═══ DATA

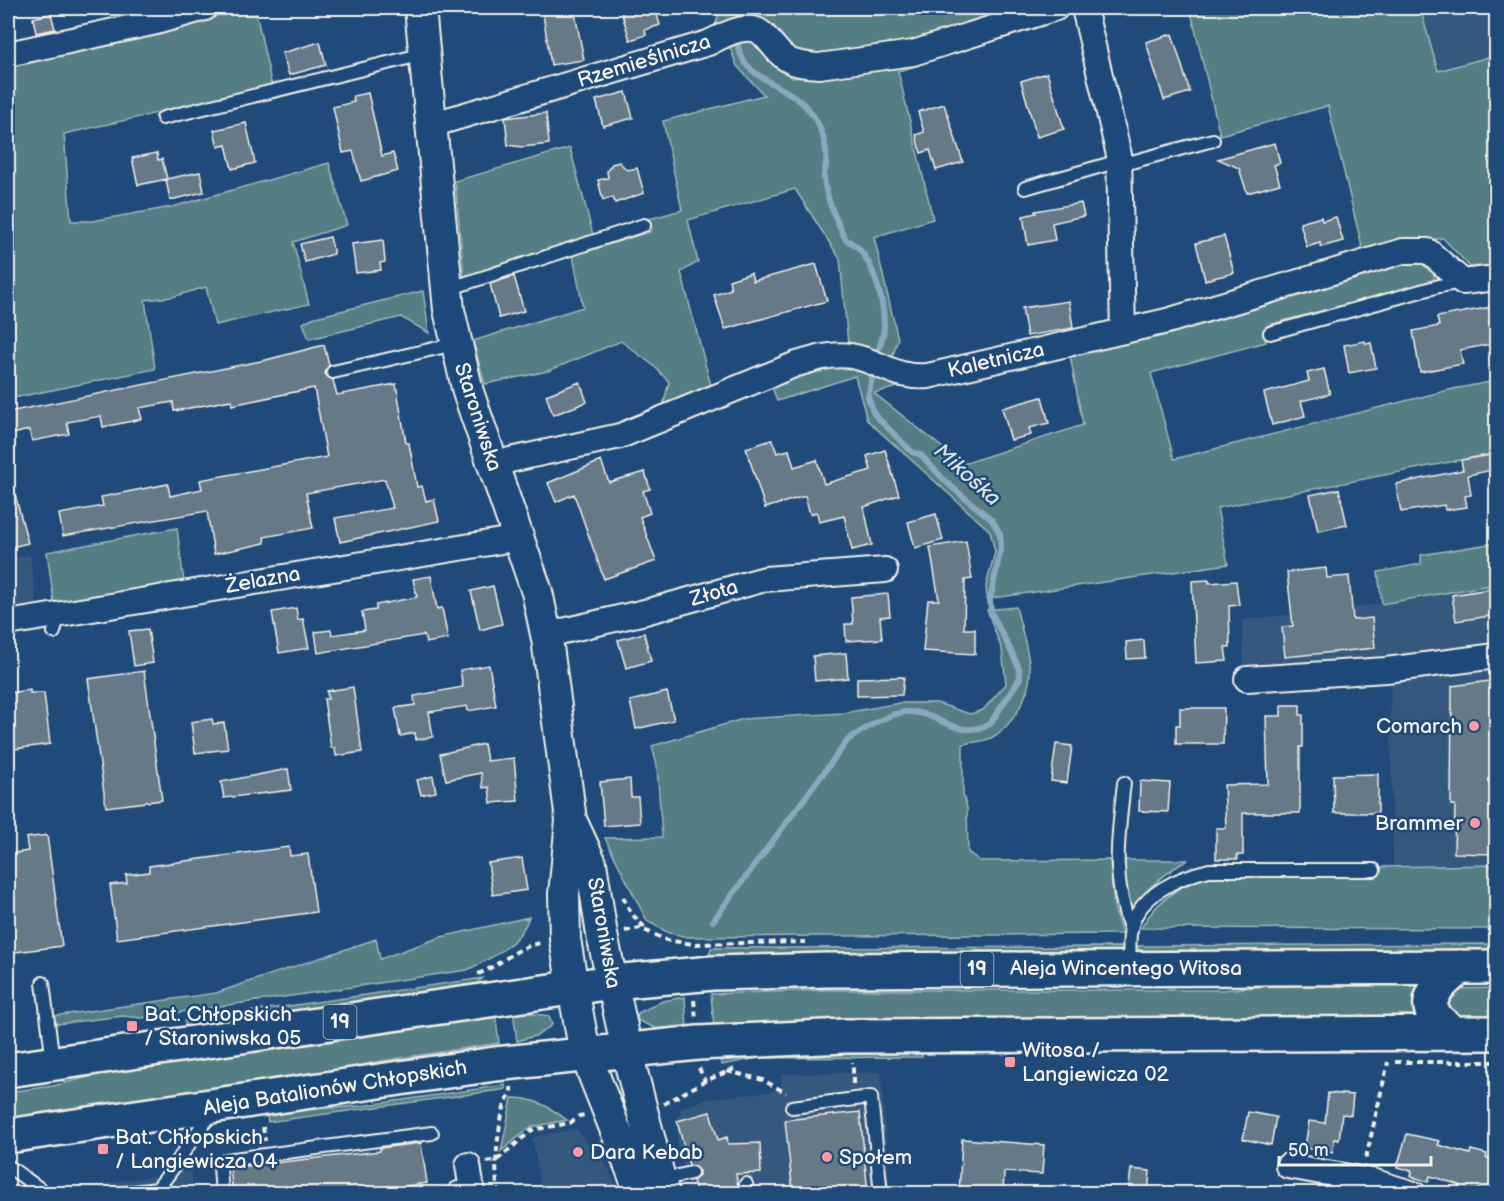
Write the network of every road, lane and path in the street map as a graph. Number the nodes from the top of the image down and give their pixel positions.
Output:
1 (205, 8) edge
2 (420, 8) edge
3 (1056, 8) edge
4 (1084, 8) edge
5 (8, 54) edge
6 (424, 54) junction
7 (163, 118) dead end
8 (431, 125) junction
9 (1213, 140) dead end
10 (1119, 163) junction
11 (1025, 188) dead end
12 (644, 225) dead end
13 (1497, 278) edge
14 (1463, 282) junction
15 (447, 290) junction
16 (1123, 331) junction
17 (1270, 333) dead end
18 (455, 344) junction
19 (333, 372) dead end
20 (492, 464) junction
21 (519, 538) junction
22 (885, 570) dead end
23 (11, 618) edge
24 (546, 635) junction
25 (1497, 656) edge
26 (1247, 679) dead end
27 (1124, 783) dead end
28 (571, 820) junction
29 (1374, 870) dead end
30 (1131, 931) junction
31 (692, 960) junction
32 (1460, 967) junction
33 (1497, 967) edge
34 (1130, 968) junction
35 (612, 982) junction
36 (43, 983) dead end
37 (573, 988) junction
38 (1455, 1033) junction
39 (1497, 1033) edge
40 (698, 1043) junction
41 (627, 1049) junction
42 (585, 1053) junction
43 (842, 1062) dead end
44 (864, 1062) dead end
45 (1377, 1062) dead end
46 (1388, 1062) junction
47 (1497, 1062) edge
48 (53, 1063) junction
49 (509, 1063) junction
50 (853, 1066) dead end
51 (742, 1067) dead end
52 (8, 1070) edge
53 (726, 1071) junction
54 (853, 1073) dead end
55 (705, 1081) junction
56 (787, 1094) dead end
57 (220, 1106) junction
58 (792, 1107) dead end
59 (643, 1108) junction
60 (606, 1112) junction
61 (432, 1133) dead end
62 (8, 1136) edge
63 (497, 1160) junction
64 (468, 1165) dead end
65 (8, 1166) edge
66 (1288, 1166) dead end
67 (691, 1173) dead end
68 (1361, 1179) junction
69 (655, 1189) edge
70 (46, 1194) edge
71 (118, 1194) edge
72 (222, 1194) edge
73 (459, 1194) edge
74 (498, 1194) edge
75 (882, 1194) edge
76 (1414, 1194) edge

1 - 5 street
2 - 6 street, Staroniwska
3 - 8 street, Rzemieślnicza
4 - 10 street
6 - 7 lane
6 - 8 street, Staroniwska
8 - 15 street, Staroniwska
9 - 10 lane
10 - 11 lane
10 - 16 street
12 - 15 lane
13 - 14 street
14 - 16 street, Kaletnicza
14 - 17 lane
15 - 18 street, Staroniwska
16 - 20 street, Kaletnicza
18 - 19 lane
18 - 20 street, Staroniwska
20 - 21 street, Staroniwska
21 - 23 street, Żelazna
21 - 24 street, Staroniwska
22 - 24 street, Złota
24 - 28 street, Staroniwska
25 - 26 street
27 - 30 lane
28 - 35 street, Staroniwska
28 - 37 street, Staroniwska
29 - 30 lane
30 - 34 lane
31 - 34 main road, Aleja Wincentego Witosa / 19
31 - 35 main road, Aleja Wincentego Witosa / 19
31 - 40 path
32 - 33 main road, Aleja Wincentego Witosa / 19
32 - 34 main road, Aleja Wincentego Witosa / 19
32 - 38 main road
35 - 37 main road, 19
35 - 41 street, Staroniwska
36 - 48 lane
37 - 42 street, Staroniwska
37 - 48 main road, 19
38 - 39 main road
38 - 40 main road
40 - 41 main road
40 - 55 path
41 - 42 main road, Aleja Batalionów Chłopskich
41 - 59 street, Staroniwska
42 - 49 main road, Aleja Batalionów Chłopskich
42 - 60 street, Staroniwska
43 - 44 path
45 - 46 path
46 - 47 path
46 - 68 path
48 - 52 main road, 19
49 - 57 main road, Aleja Batalionów Chłopskich
49 - 63 path
50 - 54 path
51 - 53 path
53 - 55 path
53 - 56 path
55 - 59 path
57 - 62 main road, Aleja Batalionów Chłopskich
57 - 71 lane
58 - 75 lane
59 - 69 street, Staroniwska
60 - 63 path
60 - 69 street, Staroniwska
61 - 72 lane
63 - 74 path
64 - 73 street
65 - 70 lane
66 - 68 street
67 - 69 lane
68 - 76 street

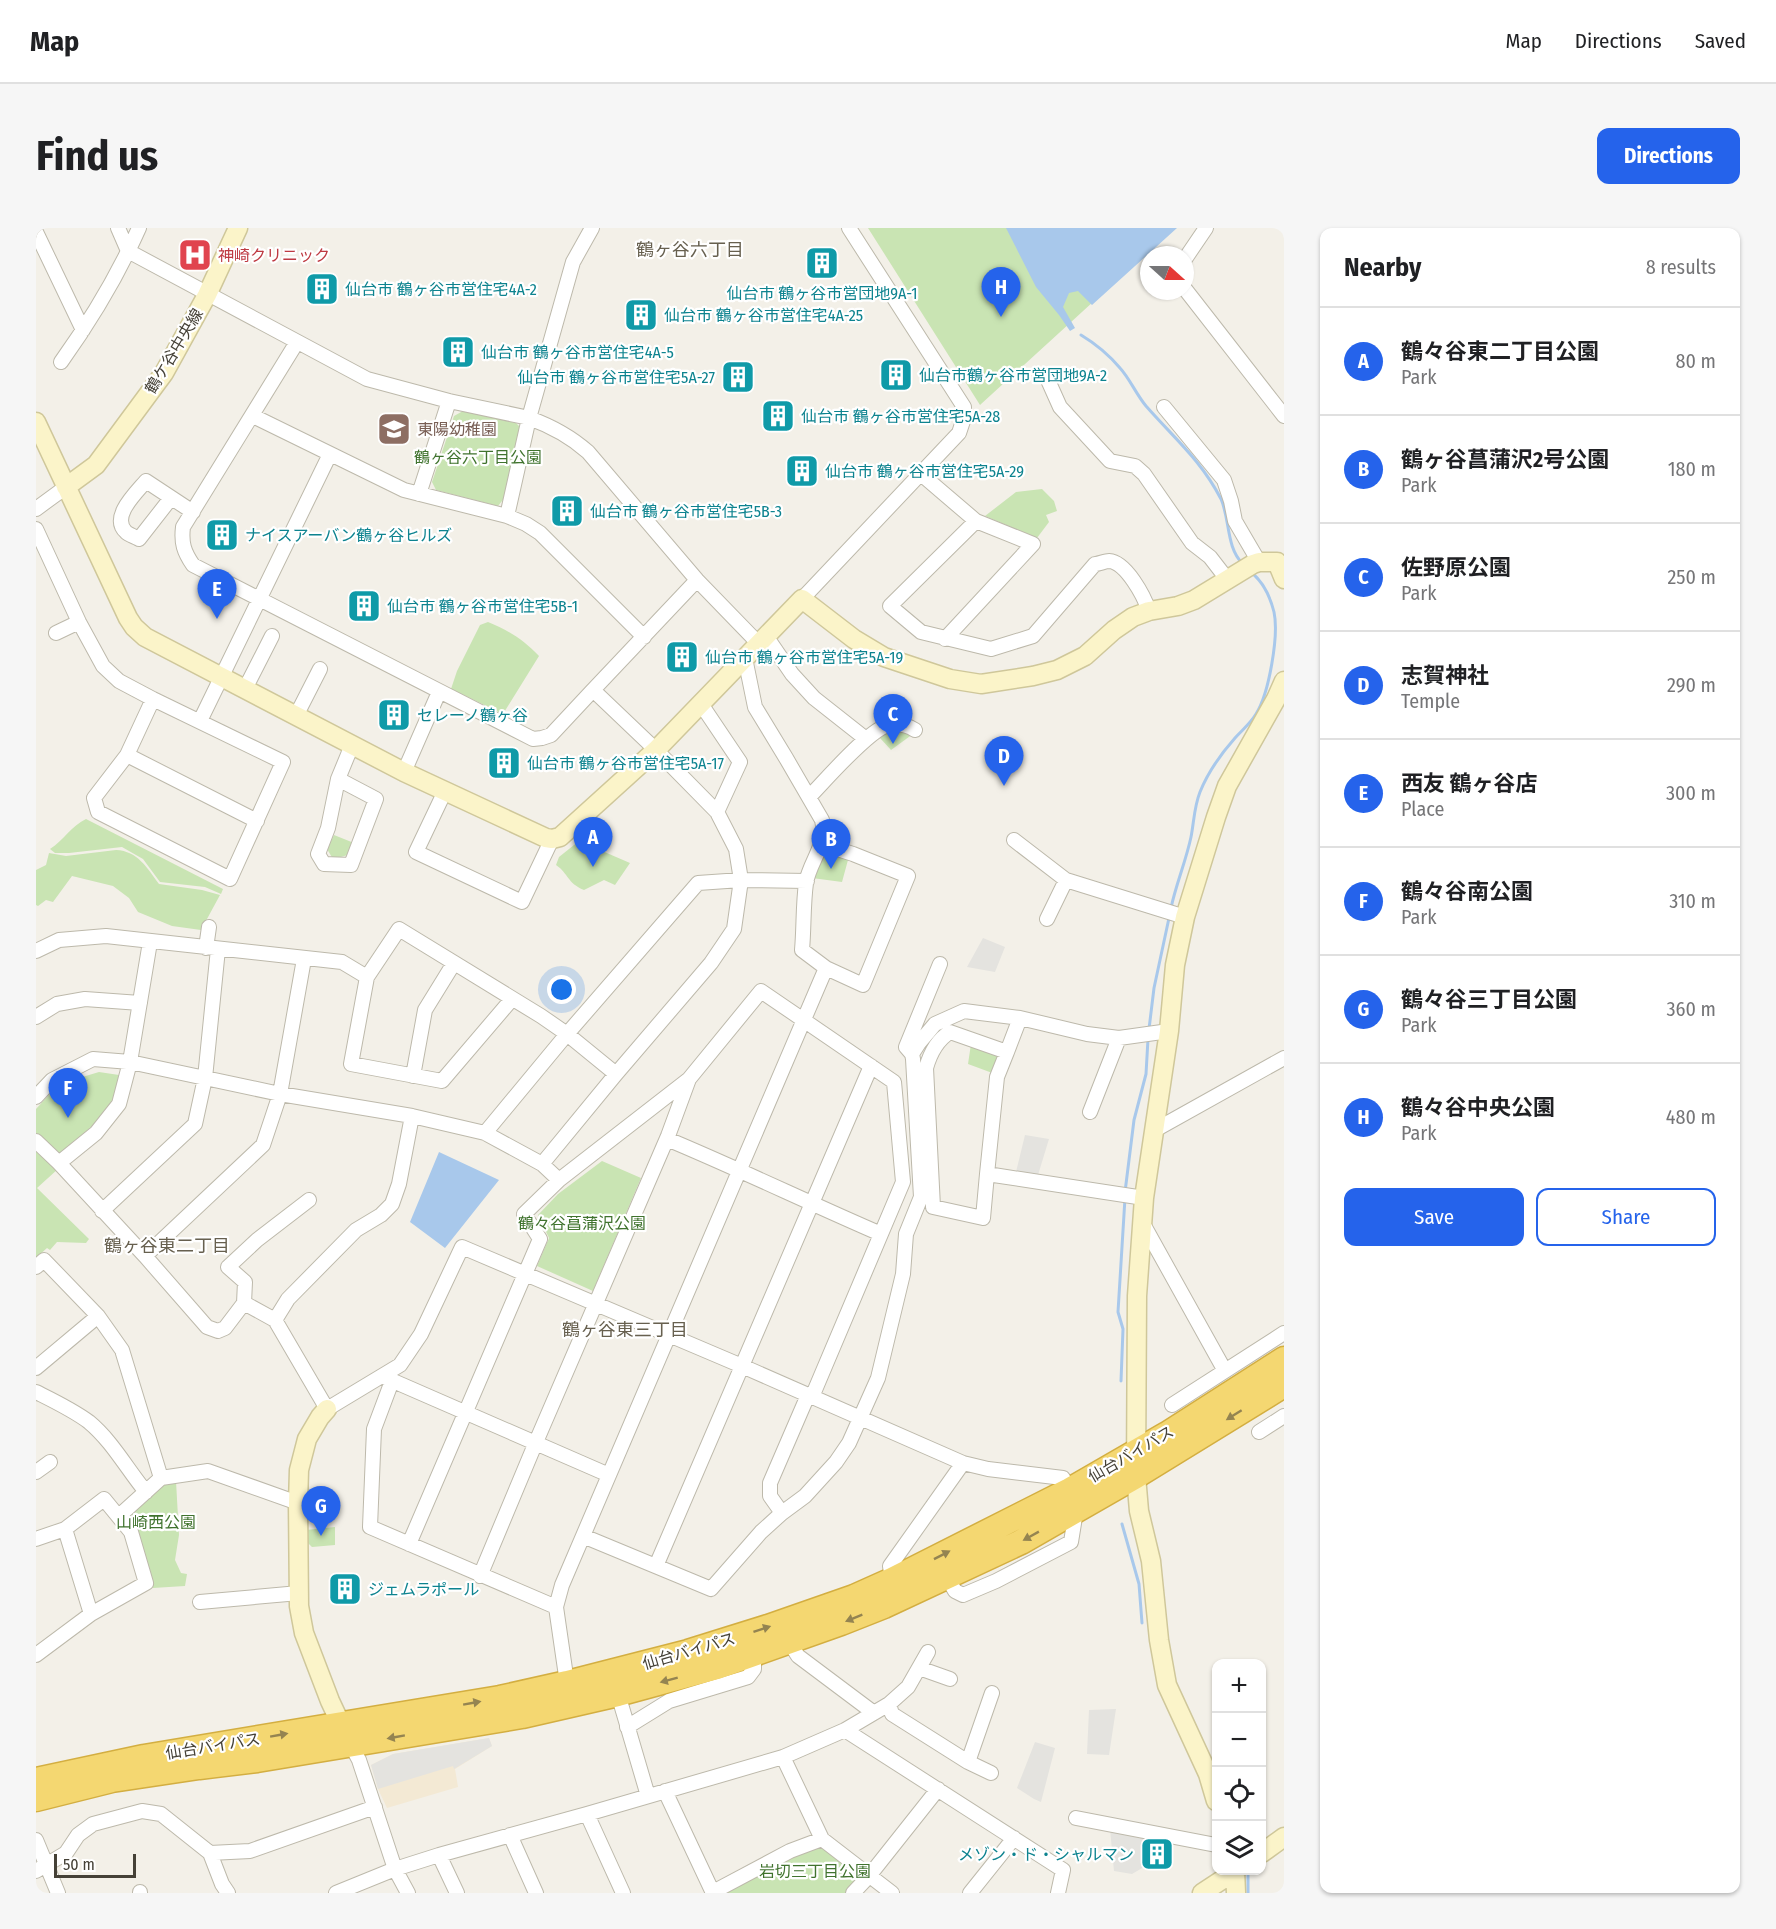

══════

WHAT IS BEING ASKED:
Show every line above where "Wincentego" is found.

RESPONSE:
31 - 34 main road, Aleja Wincentego Witosa / 19
31 - 35 main road, Aleja Wincentego Witosa / 19
32 - 33 main road, Aleja Wincentego Witosa / 19
32 - 34 main road, Aleja Wincentego Witosa / 19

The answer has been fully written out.